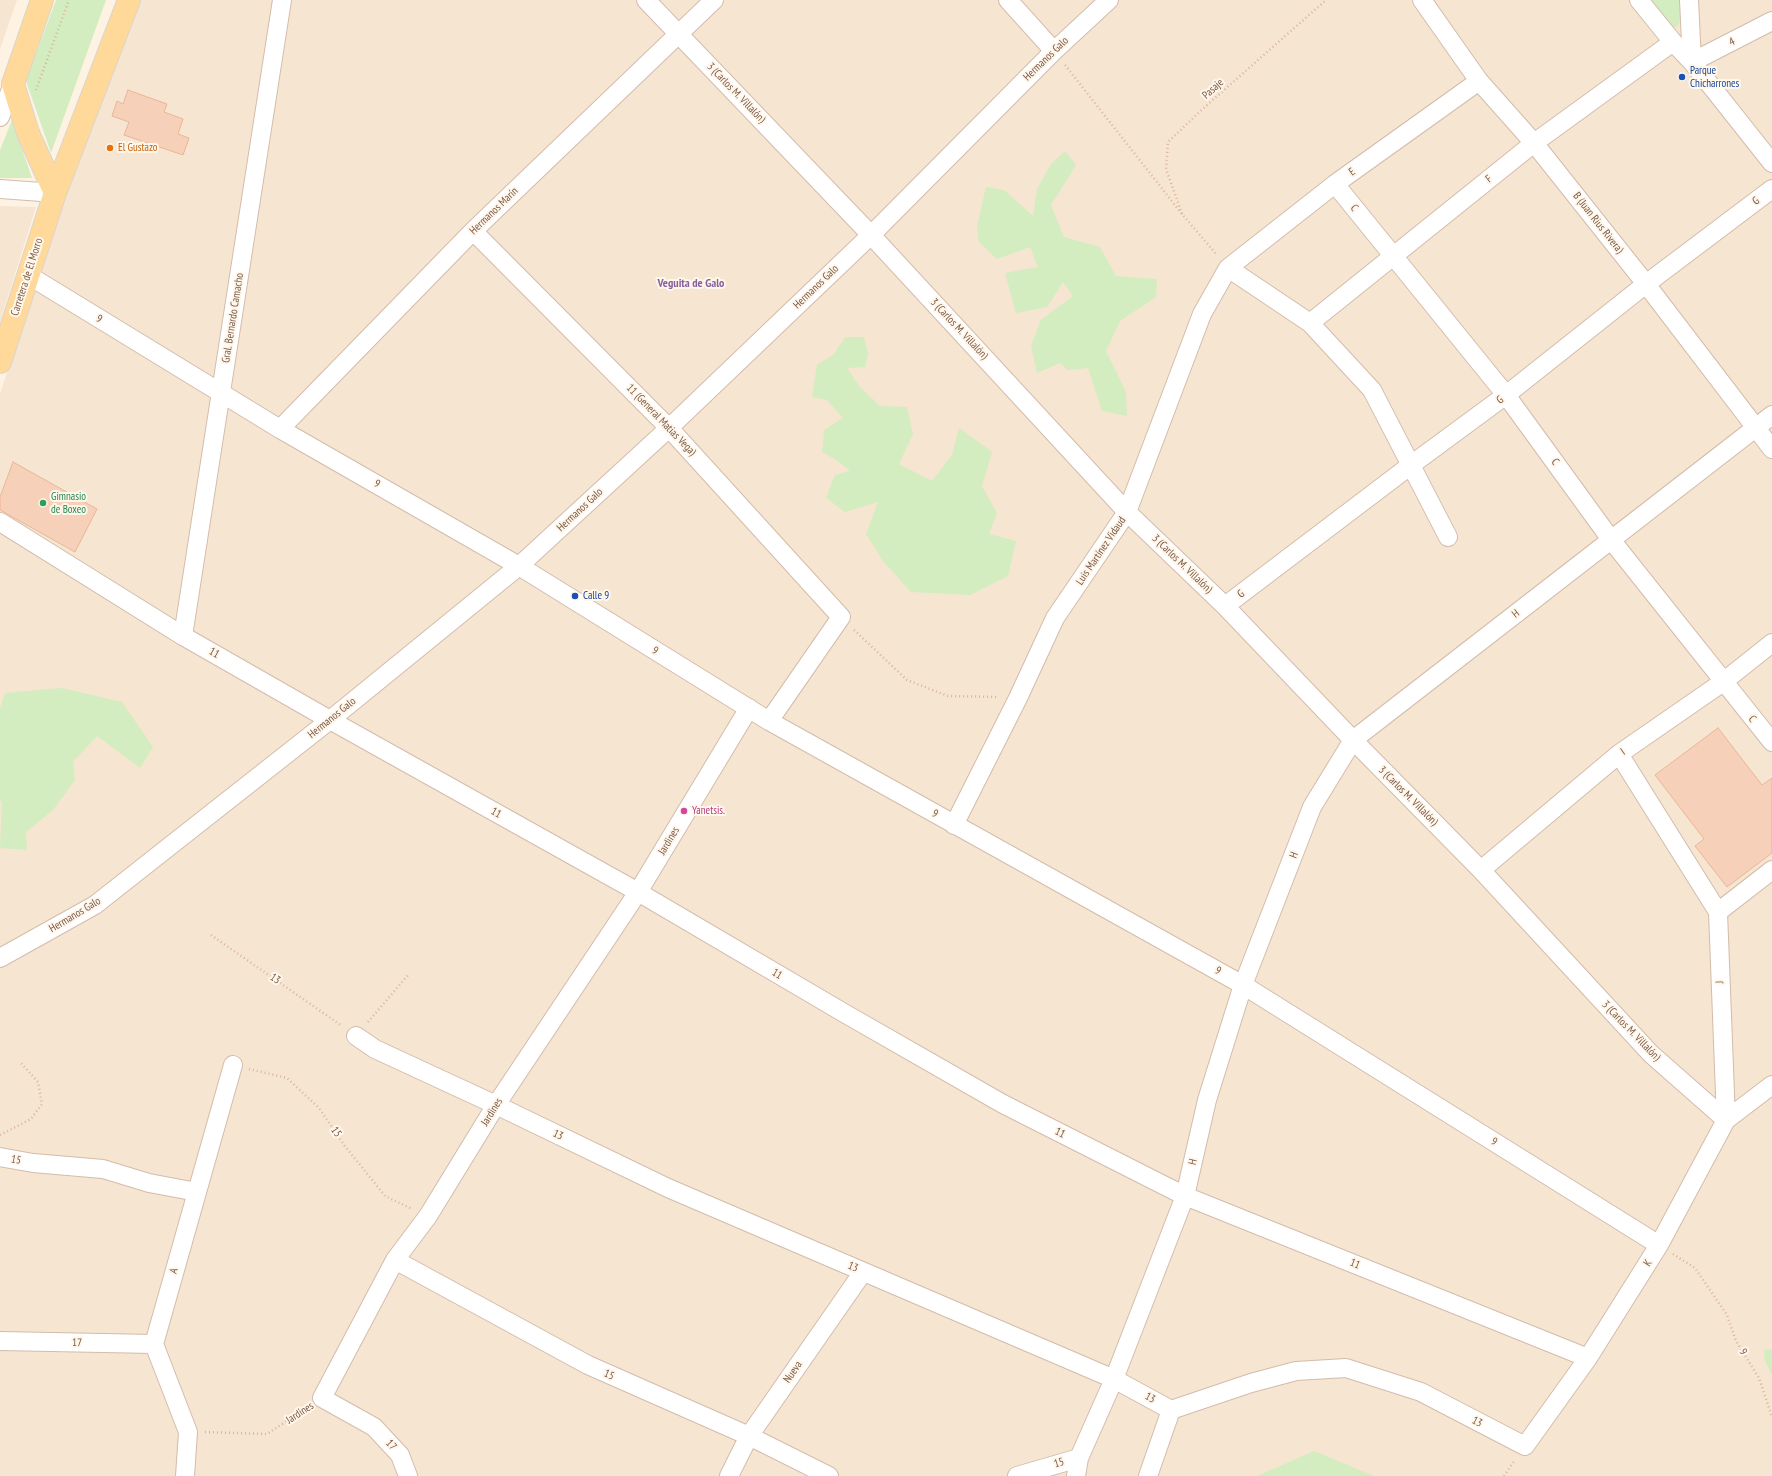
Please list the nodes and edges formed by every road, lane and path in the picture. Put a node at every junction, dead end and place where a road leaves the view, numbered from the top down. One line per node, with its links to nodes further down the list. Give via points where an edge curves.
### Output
1 (42, 0): 19 (main road)
2 (69, 0): 20 (path)
3 (129, 0): 27 (main road, Carretera de El Morro)
4 (282, 0): 37 (street, Gral. Bernardo Camacho)
5 (646, 0): 14 (street, 3 (Carlos M. Villalón))
6 (714, 0): 14 (street, Hermanos Marín)
7 (1008, 0): 16 (street)
8 (1109, 0): 16 (street, Hermanos Galo)
9 (1326, 0): 28 (path, Pasaje, via 1168,142 1166,169)
10 (1422, 0): 18 (street, B (Juan Rius Rivera))
11 (1639, 0): 15 (street)
12 (1689, 0): 17 (street)
13 (1772, 21): 17 (street, 4)
14 (680, 34): 29 (street, Hermanos Marín); 30 (street, 3 (Carlos M. Villalón))
15 (1673, 42): 17 (street); 22 (street, F)
16 (1054, 51): 28 (path); 30 (street, Hermanos Galo)
17 (1692, 62): 23 (street)
18 (1480, 81): 22 (street, B (Juan Rius Rivera)); 24 (street, E)
19 (13, 84): 21 (street); 27 (main road, via 28,133)
20 (35, 93)
21 (0, 117)
22 (1534, 143): 31 (street, F); 34 (street, B (Juan Rius Rivera))
23 (1772, 163)
24 (1335, 184): 31 (street, C); 32 (street, E)
25 (0, 189): 27 (street)
26 (1772, 189): 34 (street, G)
27 (55, 193): 33 (main road, Carretera de El Morro)
28 (1182, 214): 32 (path)
29 (473, 231): 41 (street, 11 (General Matias Vega)); 42 (street, Hermanos Marín)
30 (871, 235): 41 (street, Hermanos Galo); 45 (street, 3 (Carlos M. Villalón))
31 (1394, 257): 35 (street, F); 38 (street, C)
32 (1228, 268): 35 (street); 45 (street, Luis Martínez Vidaud, via 1202,314)
33 (28, 275): 36 (main road, Carretera de El Morro); 37 (street, 9)
34 (1646, 284): 38 (street, G); 40 (street, B (Juan Rius Rivera))
35 (1310, 323): 44 (street, via 1372,390)
36 (0, 362)
37 (221, 393): 42 (street, 9); 52 (street, Gral. Bernardo Camacho)
38 (1506, 395): 44 (street, G); 48 (street, C)
39 (1772, 415): 40 (street, H)
40 (1756, 427): 43 (street, B (Juan Rius Rivera)); 48 (street, H)
41 (669, 428): 49 (street, Hermanos Galo); 51 (street, 11 (General Matias Vega))
42 (280, 429): 49 (street, 9)
43 (1772, 449)
44 (1411, 465): 47 (street); 50 (street, G)
45 (1127, 512): 50 (street, 3 (Carlos M. Villalón)); 55 (street, Luis Martínez Vidaud, via 1055,618)
46 (0, 522): 52 (street, 11)
47 (1448, 537)
48 (1612, 540): 54 (street, C); 59 (street, H)
49 (519, 566): 56 (street, 9); 57 (street, Hermanos Galo)
50 (1225, 606): 59 (street, 3 (Carlos M. Villalón))
51 (841, 617): 55 (path, via 907,680 948,696); 58 (street)
52 (183, 636): 57 (street, 11)
53 (1772, 643): 54 (street, I)
54 (1723, 682): 60 (street, C); 61 (street, I)
55 (1018, 698): 62 (street, Luis Martínez Vidaud)
56 (749, 708): 58 (street, 9); 65 (street, Jardines)
57 (330, 720): 65 (street, 11); 68 (street, Hermanos Galo, via 95,905)
58 (769, 721): 62 (street, 9)
59 (1353, 740): 63 (street, 3 (Carlos M. Villalón)); 70 (street, H, via 1312,807)
60 (1772, 742)
61 (1619, 754): 63 (street, I); 66 (street)
62 (954, 825): 70 (street, 9)
63 (1481, 870): 76 (street, 3 (Carlos M. Villalón), via 1651,1054)
64 (1772, 870): 66 (street)
65 (638, 892): 75 (street, Jardines); 80 (street, 11, via 1003,1104)
66 (1718, 912): 76 (street, J)
67 (211, 935): 71 (path, 13)
68 (0, 958)
69 (409, 974): 71 (path)
70 (1243, 985): 80 (street, H, via 1207,1100); 82 (street, 9)
71 (356, 1036): 75 (street, 13, via 375,1049)
72 (20, 1062): 77 (path, via 38,1082 42,1104 31,1119)
73 (233, 1065): 79 (street, A); 81 (path, 15, via 287,1078 319,1108 344,1145 385,1196)
74 (1772, 1085): 76 (street, K)
75 (496, 1105): 81 (street, Jardines); 84 (street, 13, via 668,1188)
76 (1726, 1120): 82 (street, K)
77 (0, 1135)
78 (0, 1157): 79 (street, 15, via 33,1163 103,1169 149,1183)
79 (196, 1192): 86 (street, A)
80 (1185, 1196): 87 (street, 11); 88 (street, H)
81 (428, 1216): 83 (street, Jardines)
82 (1659, 1245): 87 (street, K); 91 (path, 9, via 1695,1268 1727,1315 1736,1341 1759,1378)
83 (395, 1260): 89 (street, Jardines); 93 (street, 15, via 588,1365)
84 (863, 1272): 88 (street, 13); 93 (street, Nueva)
85 (0, 1341): 86 (street, 17)
86 (154, 1344): 92 (street)
87 (1588, 1358): 94 (street, K)
88 (1114, 1379): 90 (street, 13); 95 (street, H)
89 (322, 1398): 92 (path, Jardines, via 267,1434); 97 (street, 17, via 374,1427 400,1455)
90 (1171, 1410): 94 (street, 13, via 1296,1371 1346,1368 1421,1392); 102 (street)
91 (1772, 1417)
92 (188, 1432): 96 (street)
93 (749, 1436): 98 (street, Nueva); 99 (street, 15)
94 (1525, 1446)
95 (1079, 1458): 100 (street, 15); 101 (street, H)
96 (185, 1476)
97 (408, 1476)
98 (729, 1476)
99 (829, 1476)
100 (1017, 1476)
101 (1076, 1476)
102 (1148, 1476)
————————
#### [GOAL OF THE EXERCISE]
Each record must be quoted in full and exactly. Do not include the pictures.

#### [SOLUTION TO THIS TASK]
Please list the nodes and edges formed by every road, lane and path in the picture. Put a node at every junction, dead end and place where a road leaves the view, numbered from the top down. One line per node, with its links to nodes further down the list. Give via points where an edge curves.
### Output
1 (42, 0): 19 (main road)
2 (69, 0): 20 (path)
3 (129, 0): 27 (main road, Carretera de El Morro)
4 (282, 0): 37 (street, Gral. Bernardo Camacho)
5 (646, 0): 14 (street, 3 (Carlos M. Villalón))
6 (714, 0): 14 (street, Hermanos Marín)
7 (1008, 0): 16 (street)
8 (1109, 0): 16 (street, Hermanos Galo)
9 (1326, 0): 28 (path, Pasaje, via 1168,142 1166,169)
10 (1422, 0): 18 (street, B (Juan Rius Rivera))
11 (1639, 0): 15 (street)
12 (1689, 0): 17 (street)
13 (1772, 21): 17 (street, 4)
14 (680, 34): 29 (street, Hermanos Marín); 30 (street, 3 (Carlos M. Villalón))
15 (1673, 42): 17 (street); 22 (street, F)
16 (1054, 51): 28 (path); 30 (street, Hermanos Galo)
17 (1692, 62): 23 (street)
18 (1480, 81): 22 (street, B (Juan Rius Rivera)); 24 (street, E)
19 (13, 84): 21 (street); 27 (main road, via 28,133)
20 (35, 93)
21 (0, 117)
22 (1534, 143): 31 (street, F); 34 (street, B (Juan Rius Rivera))
23 (1772, 163)
24 (1335, 184): 31 (street, C); 32 (street, E)
25 (0, 189): 27 (street)
26 (1772, 189): 34 (street, G)
27 (55, 193): 33 (main road, Carretera de El Morro)
28 (1182, 214): 32 (path)
29 (473, 231): 41 (street, 11 (General Matias Vega)); 42 (street, Hermanos Marín)
30 (871, 235): 41 (street, Hermanos Galo); 45 (street, 3 (Carlos M. Villalón))
31 (1394, 257): 35 (street, F); 38 (street, C)
32 (1228, 268): 35 (street); 45 (street, Luis Martínez Vidaud, via 1202,314)
33 (28, 275): 36 (main road, Carretera de El Morro); 37 (street, 9)
34 (1646, 284): 38 (street, G); 40 (street, B (Juan Rius Rivera))
35 (1310, 323): 44 (street, via 1372,390)
36 (0, 362)
37 (221, 393): 42 (street, 9); 52 (street, Gral. Bernardo Camacho)
38 (1506, 395): 44 (street, G); 48 (street, C)
39 (1772, 415): 40 (street, H)
40 (1756, 427): 43 (street, B (Juan Rius Rivera)); 48 (street, H)
41 (669, 428): 49 (street, Hermanos Galo); 51 (street, 11 (General Matias Vega))
42 (280, 429): 49 (street, 9)
43 (1772, 449)
44 (1411, 465): 47 (street); 50 (street, G)
45 (1127, 512): 50 (street, 3 (Carlos M. Villalón)); 55 (street, Luis Martínez Vidaud, via 1055,618)
46 (0, 522): 52 (street, 11)
47 (1448, 537)
48 (1612, 540): 54 (street, C); 59 (street, H)
49 (519, 566): 56 (street, 9); 57 (street, Hermanos Galo)
50 (1225, 606): 59 (street, 3 (Carlos M. Villalón))
51 (841, 617): 55 (path, via 907,680 948,696); 58 (street)
52 (183, 636): 57 (street, 11)
53 (1772, 643): 54 (street, I)
54 (1723, 682): 60 (street, C); 61 (street, I)
55 (1018, 698): 62 (street, Luis Martínez Vidaud)
56 (749, 708): 58 (street, 9); 65 (street, Jardines)
57 (330, 720): 65 (street, 11); 68 (street, Hermanos Galo, via 95,905)
58 (769, 721): 62 (street, 9)
59 (1353, 740): 63 (street, 3 (Carlos M. Villalón)); 70 (street, H, via 1312,807)
60 (1772, 742)
61 (1619, 754): 63 (street, I); 66 (street)
62 (954, 825): 70 (street, 9)
63 (1481, 870): 76 (street, 3 (Carlos M. Villalón), via 1651,1054)
64 (1772, 870): 66 (street)
65 (638, 892): 75 (street, Jardines); 80 (street, 11, via 1003,1104)
66 (1718, 912): 76 (street, J)
67 (211, 935): 71 (path, 13)
68 (0, 958)
69 (409, 974): 71 (path)
70 (1243, 985): 80 (street, H, via 1207,1100); 82 (street, 9)
71 (356, 1036): 75 (street, 13, via 375,1049)
72 (20, 1062): 77 (path, via 38,1082 42,1104 31,1119)
73 (233, 1065): 79 (street, A); 81 (path, 15, via 287,1078 319,1108 344,1145 385,1196)
74 (1772, 1085): 76 (street, K)
75 (496, 1105): 81 (street, Jardines); 84 (street, 13, via 668,1188)
76 (1726, 1120): 82 (street, K)
77 (0, 1135)
78 (0, 1157): 79 (street, 15, via 33,1163 103,1169 149,1183)
79 (196, 1192): 86 (street, A)
80 (1185, 1196): 87 (street, 11); 88 (street, H)
81 (428, 1216): 83 (street, Jardines)
82 (1659, 1245): 87 (street, K); 91 (path, 9, via 1695,1268 1727,1315 1736,1341 1759,1378)
83 (395, 1260): 89 (street, Jardines); 93 (street, 15, via 588,1365)
84 (863, 1272): 88 (street, 13); 93 (street, Nueva)
85 (0, 1341): 86 (street, 17)
86 (154, 1344): 92 (street)
87 (1588, 1358): 94 (street, K)
88 (1114, 1379): 90 (street, 13); 95 (street, H)
89 (322, 1398): 92 (path, Jardines, via 267,1434); 97 (street, 17, via 374,1427 400,1455)
90 (1171, 1410): 94 (street, 13, via 1296,1371 1346,1368 1421,1392); 102 (street)
91 (1772, 1417)
92 (188, 1432): 96 (street)
93 (749, 1436): 98 (street, Nueva); 99 (street, 15)
94 (1525, 1446)
95 (1079, 1458): 100 (street, 15); 101 (street, H)
96 (185, 1476)
97 (408, 1476)
98 (729, 1476)
99 (829, 1476)
100 (1017, 1476)
101 (1076, 1476)
102 (1148, 1476)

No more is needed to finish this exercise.